→ **TASK DIRECTIONS**: Copy every line from the data below in which the string "Hicks" can be found.

→ **INPUT RECORDS**:
BEGIN
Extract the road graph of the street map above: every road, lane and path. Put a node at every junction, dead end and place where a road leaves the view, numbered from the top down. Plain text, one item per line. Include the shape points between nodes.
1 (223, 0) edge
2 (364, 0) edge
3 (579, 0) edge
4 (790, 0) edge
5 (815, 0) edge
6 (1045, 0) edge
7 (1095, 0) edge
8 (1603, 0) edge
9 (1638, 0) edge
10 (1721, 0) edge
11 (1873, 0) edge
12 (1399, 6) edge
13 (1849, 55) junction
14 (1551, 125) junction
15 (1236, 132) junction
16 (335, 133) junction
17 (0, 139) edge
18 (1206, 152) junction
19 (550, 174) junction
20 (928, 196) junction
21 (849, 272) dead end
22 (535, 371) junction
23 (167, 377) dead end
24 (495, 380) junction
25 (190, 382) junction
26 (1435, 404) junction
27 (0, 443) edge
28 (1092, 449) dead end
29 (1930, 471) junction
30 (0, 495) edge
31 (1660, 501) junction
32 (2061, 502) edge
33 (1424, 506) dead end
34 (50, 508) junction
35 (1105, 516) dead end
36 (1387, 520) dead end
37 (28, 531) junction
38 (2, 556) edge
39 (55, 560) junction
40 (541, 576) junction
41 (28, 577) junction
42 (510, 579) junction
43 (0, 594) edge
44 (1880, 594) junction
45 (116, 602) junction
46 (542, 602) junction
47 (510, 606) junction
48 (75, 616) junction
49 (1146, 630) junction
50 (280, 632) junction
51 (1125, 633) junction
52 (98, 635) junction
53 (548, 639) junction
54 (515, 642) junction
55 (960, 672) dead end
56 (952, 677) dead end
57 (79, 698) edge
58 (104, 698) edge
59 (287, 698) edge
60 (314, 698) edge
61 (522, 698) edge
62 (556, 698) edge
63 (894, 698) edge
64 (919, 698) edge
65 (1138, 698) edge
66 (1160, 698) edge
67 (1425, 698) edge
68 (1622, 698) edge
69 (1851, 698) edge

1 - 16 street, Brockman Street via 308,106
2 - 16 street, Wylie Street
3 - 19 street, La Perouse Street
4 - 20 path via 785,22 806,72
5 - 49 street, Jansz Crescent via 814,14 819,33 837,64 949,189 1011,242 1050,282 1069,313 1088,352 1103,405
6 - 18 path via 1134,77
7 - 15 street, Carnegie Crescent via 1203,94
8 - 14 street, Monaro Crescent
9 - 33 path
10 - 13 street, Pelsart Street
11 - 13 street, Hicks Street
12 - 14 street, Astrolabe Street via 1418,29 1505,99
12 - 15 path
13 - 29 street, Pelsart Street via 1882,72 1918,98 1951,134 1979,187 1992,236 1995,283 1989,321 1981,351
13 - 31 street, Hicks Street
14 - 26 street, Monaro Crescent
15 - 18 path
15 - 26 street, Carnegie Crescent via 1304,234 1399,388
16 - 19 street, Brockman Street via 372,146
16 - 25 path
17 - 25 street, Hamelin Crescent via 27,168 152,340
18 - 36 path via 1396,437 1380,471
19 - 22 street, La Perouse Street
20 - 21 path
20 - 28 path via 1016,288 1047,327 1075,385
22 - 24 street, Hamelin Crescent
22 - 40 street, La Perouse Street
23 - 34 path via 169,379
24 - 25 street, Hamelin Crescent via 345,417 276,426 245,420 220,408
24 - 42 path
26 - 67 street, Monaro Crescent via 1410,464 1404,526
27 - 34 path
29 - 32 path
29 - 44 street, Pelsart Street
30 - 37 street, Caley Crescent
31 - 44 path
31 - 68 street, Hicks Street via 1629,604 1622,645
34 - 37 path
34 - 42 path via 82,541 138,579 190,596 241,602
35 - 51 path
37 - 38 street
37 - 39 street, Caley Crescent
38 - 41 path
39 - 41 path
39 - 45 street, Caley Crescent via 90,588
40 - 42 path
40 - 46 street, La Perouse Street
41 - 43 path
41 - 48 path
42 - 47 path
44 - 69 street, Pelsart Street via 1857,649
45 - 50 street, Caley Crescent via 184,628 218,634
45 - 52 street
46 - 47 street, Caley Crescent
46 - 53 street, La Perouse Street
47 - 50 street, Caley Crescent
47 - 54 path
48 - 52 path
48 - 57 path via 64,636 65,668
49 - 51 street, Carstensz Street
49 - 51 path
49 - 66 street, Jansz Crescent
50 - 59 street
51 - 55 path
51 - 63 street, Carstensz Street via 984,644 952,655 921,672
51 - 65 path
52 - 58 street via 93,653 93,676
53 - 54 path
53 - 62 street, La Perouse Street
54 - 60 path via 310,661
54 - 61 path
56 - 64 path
END
→ **RESPONSE FOR THIS EXERCISE**:
11 - 13 street, Hicks Street
13 - 31 street, Hicks Street
31 - 68 street, Hicks Street via 1629,604 1622,645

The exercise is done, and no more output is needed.